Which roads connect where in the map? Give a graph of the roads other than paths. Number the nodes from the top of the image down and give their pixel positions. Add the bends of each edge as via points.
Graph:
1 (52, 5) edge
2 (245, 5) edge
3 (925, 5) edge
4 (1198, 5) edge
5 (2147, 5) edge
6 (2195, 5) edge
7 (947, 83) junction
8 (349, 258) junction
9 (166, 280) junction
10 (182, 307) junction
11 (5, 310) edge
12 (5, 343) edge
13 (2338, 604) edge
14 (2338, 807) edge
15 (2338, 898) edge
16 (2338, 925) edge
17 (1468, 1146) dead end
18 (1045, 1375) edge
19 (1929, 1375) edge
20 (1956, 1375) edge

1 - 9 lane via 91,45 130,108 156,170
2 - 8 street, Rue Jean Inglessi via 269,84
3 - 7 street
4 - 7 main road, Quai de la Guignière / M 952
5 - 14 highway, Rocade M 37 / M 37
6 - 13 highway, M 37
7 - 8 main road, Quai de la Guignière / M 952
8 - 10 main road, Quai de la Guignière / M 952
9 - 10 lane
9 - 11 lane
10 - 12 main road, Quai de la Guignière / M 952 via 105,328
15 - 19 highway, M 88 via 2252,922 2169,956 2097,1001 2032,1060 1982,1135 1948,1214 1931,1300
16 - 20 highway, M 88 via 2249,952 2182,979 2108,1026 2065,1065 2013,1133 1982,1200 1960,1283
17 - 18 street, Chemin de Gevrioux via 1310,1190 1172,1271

#####

Task item:
Word for word, give back all the lines above.

Task output:
Which roads connect where in the map? Give a graph of the roads other than paths. Number the nodes from the top of the image down and give their pixel positions. Add the bends of each edge as via points.
Graph:
1 (52, 5) edge
2 (245, 5) edge
3 (925, 5) edge
4 (1198, 5) edge
5 (2147, 5) edge
6 (2195, 5) edge
7 (947, 83) junction
8 (349, 258) junction
9 (166, 280) junction
10 (182, 307) junction
11 (5, 310) edge
12 (5, 343) edge
13 (2338, 604) edge
14 (2338, 807) edge
15 (2338, 898) edge
16 (2338, 925) edge
17 (1468, 1146) dead end
18 (1045, 1375) edge
19 (1929, 1375) edge
20 (1956, 1375) edge

1 - 9 lane via 91,45 130,108 156,170
2 - 8 street, Rue Jean Inglessi via 269,84
3 - 7 street
4 - 7 main road, Quai de la Guignière / M 952
5 - 14 highway, Rocade M 37 / M 37
6 - 13 highway, M 37
7 - 8 main road, Quai de la Guignière / M 952
8 - 10 main road, Quai de la Guignière / M 952
9 - 10 lane
9 - 11 lane
10 - 12 main road, Quai de la Guignière / M 952 via 105,328
15 - 19 highway, M 88 via 2252,922 2169,956 2097,1001 2032,1060 1982,1135 1948,1214 1931,1300
16 - 20 highway, M 88 via 2249,952 2182,979 2108,1026 2065,1065 2013,1133 1982,1200 1960,1283
17 - 18 street, Chemin de Gevrioux via 1310,1190 1172,1271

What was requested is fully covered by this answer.